Observing the ice-covered Weddell Gyre with profiling floats: position uncertainties and correlation statistics

Chamberlain, P, Talley LD, Mazloff M, Riser S, Speer K, Gray AR, Schwartzman A.  2018.  Observing the ice-covered Weddell Gyre with profiling floats: position uncertainties and correlation statistics. Journal of Geophysical Research: Oceans.

Date Published:



Argo-type profiling floats do not receive satellite positioning while under sea ice. Common practice is to approximate unknown positions by linearly interpolating latitude-longitude between known positions before and after ice cover, although it has been suggested that some improvement may be obtained by interpolating along contours of planetary-geostrophic potential vorticity. Profiles with linearly interpolated positions represent 16% of the Southern Ocean Argo dataset; consequences arising from this approximation have not been quantified.

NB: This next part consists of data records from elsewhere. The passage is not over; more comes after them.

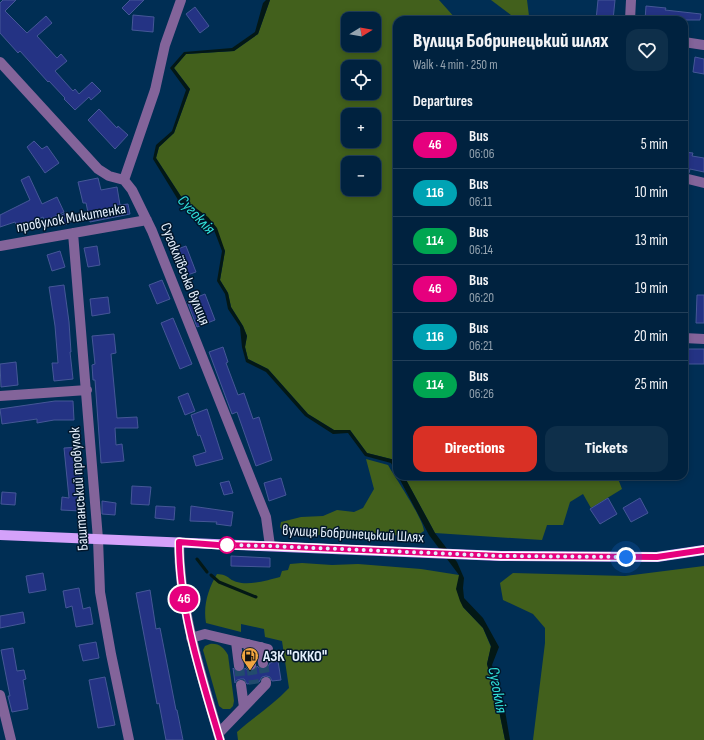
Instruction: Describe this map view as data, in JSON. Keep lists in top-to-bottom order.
{
  "streets": {
    "main road": ["вулиця Бобринецький Шлях"],
    "street": ["провулок Микитенка", "Сугокліївська вулиця", "Баштанський провулок"]
  },
  "crossings": [
    ["провулок Микитенка", "Сугокліївська вулиця"],
    ["провулок Микитенка", "Баштанський провулок"],
    ["Сугокліївська вулиця", "вулиця Бобринецький Шлях"],
    ["Баштанський провулок", "вулиця Бобринецький Шлях"]
  ],
  "water": ["Сугоклія"],
  "places": {
    "fuel station": ["АЗК \"ОККО\""]
  },
  "lines": ["bus line 46"],
  "north": "right",
  "page": {
    "on_map": "46",
    "map_buttons": ["+", "−"],
    "heading": [
      ["Вулиця Бобринецький шлях", "Walk · 4 min · 250 m"],
      "Departures"
    ],
    "list": [
      {
        "mark": "46",
        "name": "Bus",
        "note": "06:06",
        "value": "5 min"
      },
      {
        "mark": "116",
        "name": "Bus",
        "note": "06:11",
        "value": "10 min"
      },
      {
        "mark": "114",
        "name": "Bus",
        "note": "06:14",
        "value": "13 min"
      },
      {
        "mark": "46",
        "name": "Bus",
        "note": "06:20",
        "value": "19 min"
      },
      {
        "mark": "116",
        "name": "Bus",
        "note": "06:21",
        "value": "20 min"
      },
      {
        "mark": "114",
        "name": "Bus",
        "note": "06:26",
        "value": "25 min"
      }
    ],
    "buttons": ["Directions", "Tickets"]
  }
}
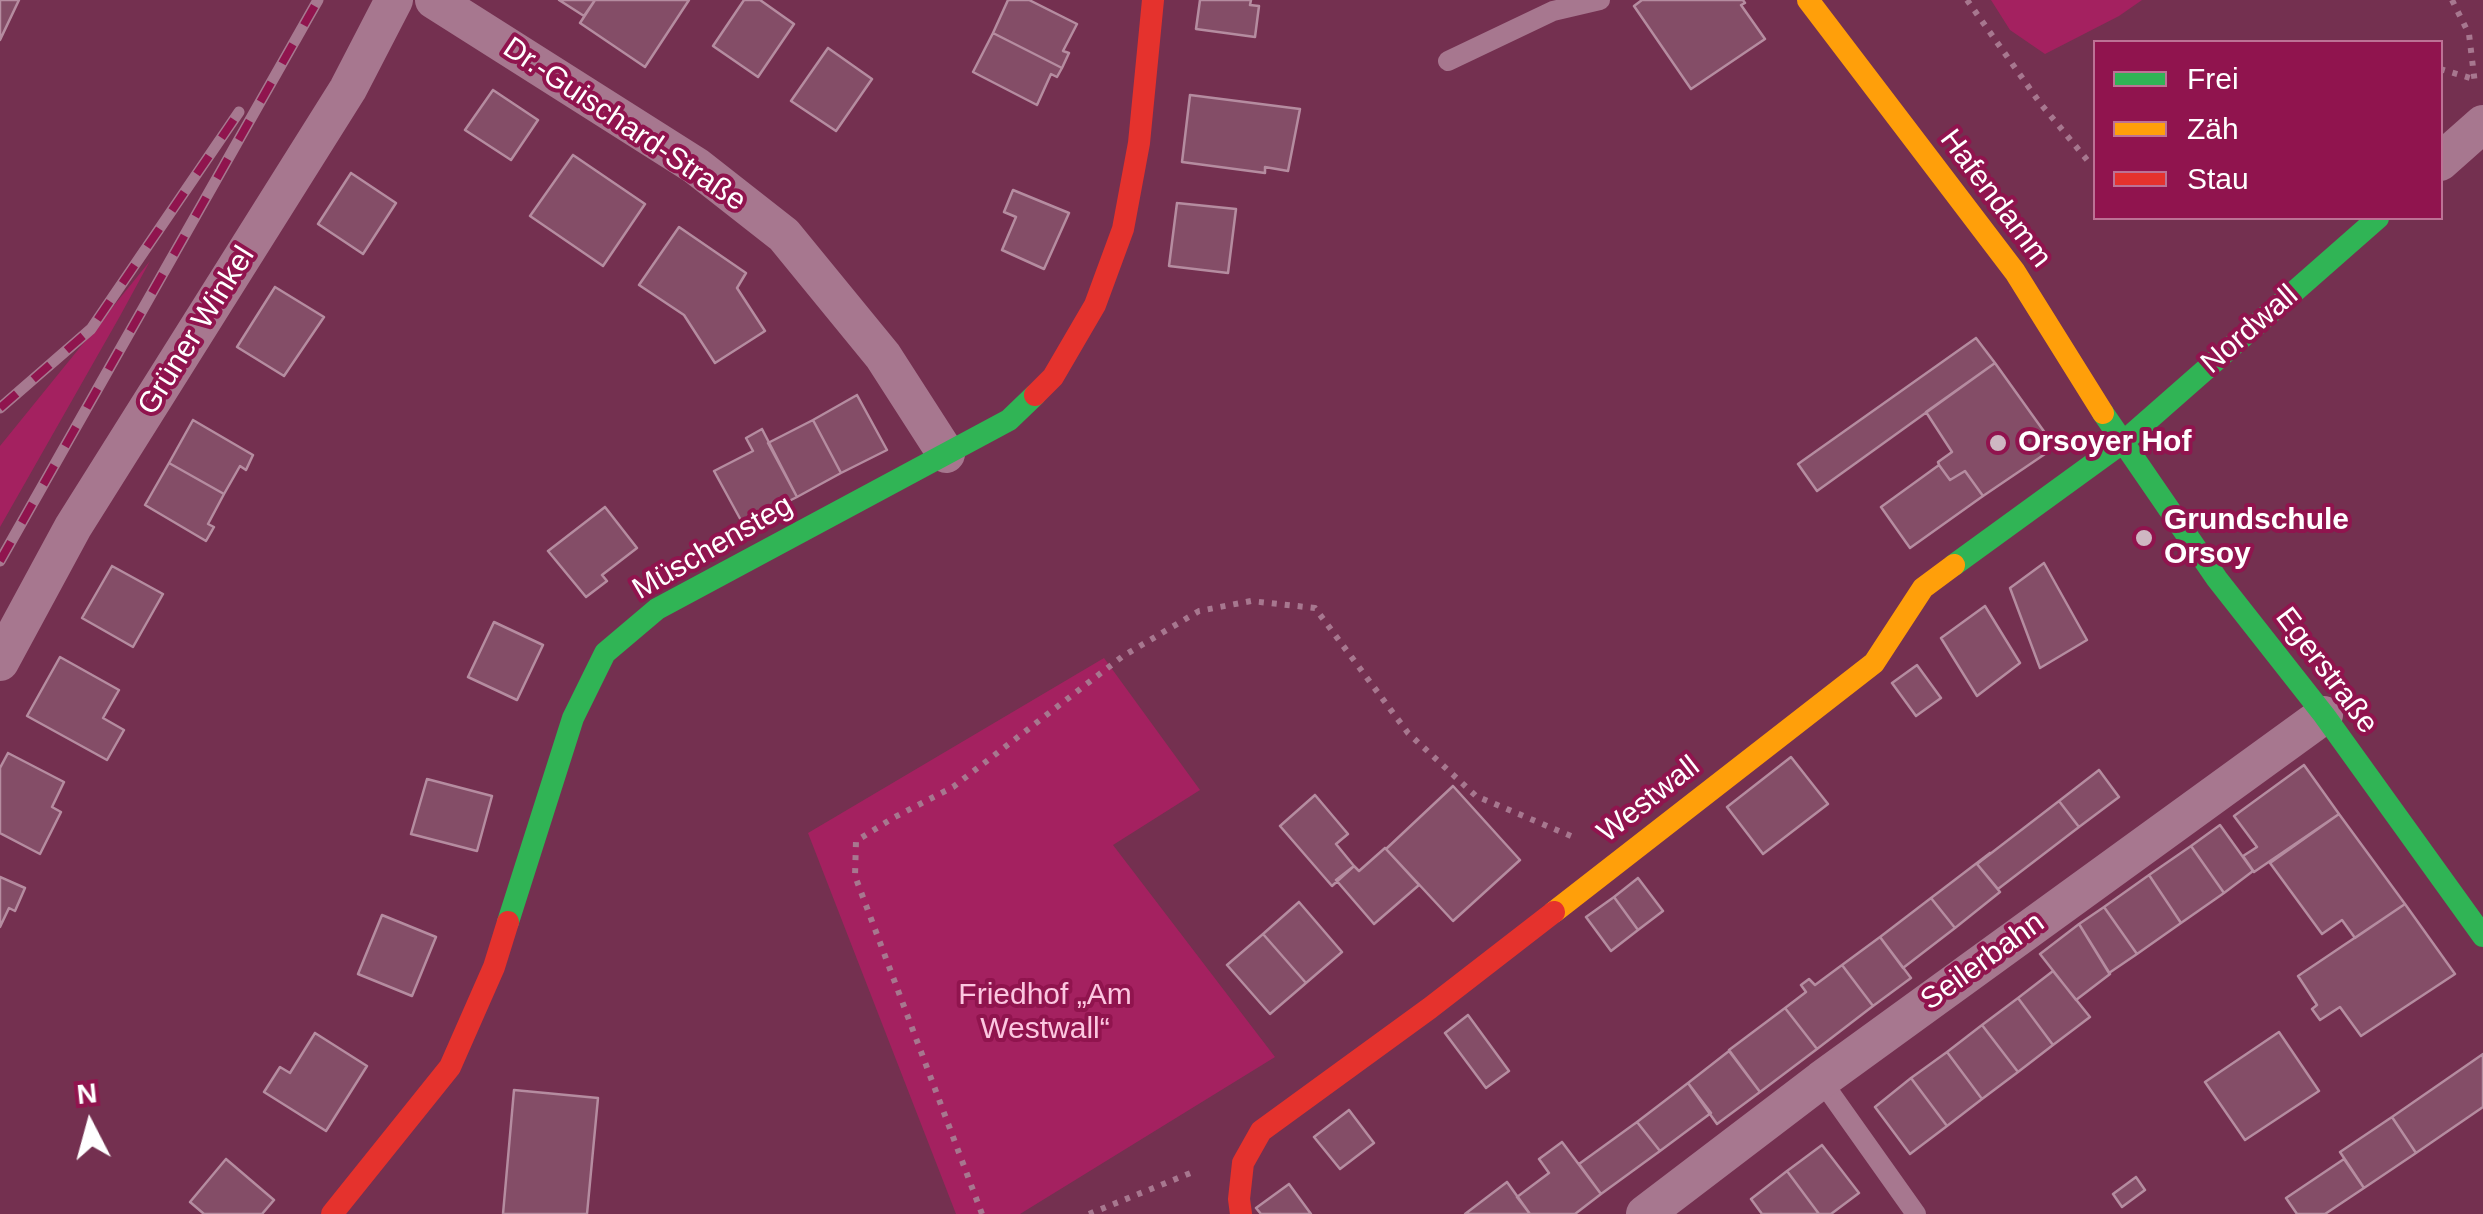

Using three distinct datasets from the Weddell Gyre - 10 day satellite-tracked Argo floats, daily-tracked RAFOS-enabled floats, and a particle release simulation in the Southern Ocean State Estimate (SOSE) - we perform a data withholding experiment to assess position uncertainty in latitude-longitude and potential vorticity coordinates as a function of time since last fix. A spatial correlation analysis using the float data provides temperature and salinity uncertainty estimates as a function of distance error. Combining the spatial correlation scales and the position uncertainty, we estimate uncertainty in temperature and salinity as a function of duration of position loss. Maximum position uncertainty for interpolation during 8 months without position data is 116 ± 148 km for latitude-longitude and 92 ± 121 km for potential vorticity coordinates. The estimated maximum uncertainty in local temperature and salinity over the entire 2,000 m profiles during 8 months without position data is 0.66 ° C and 0.15 psu in the upper 300 m and 0.16 ° C and 0.01 psu below 300 m.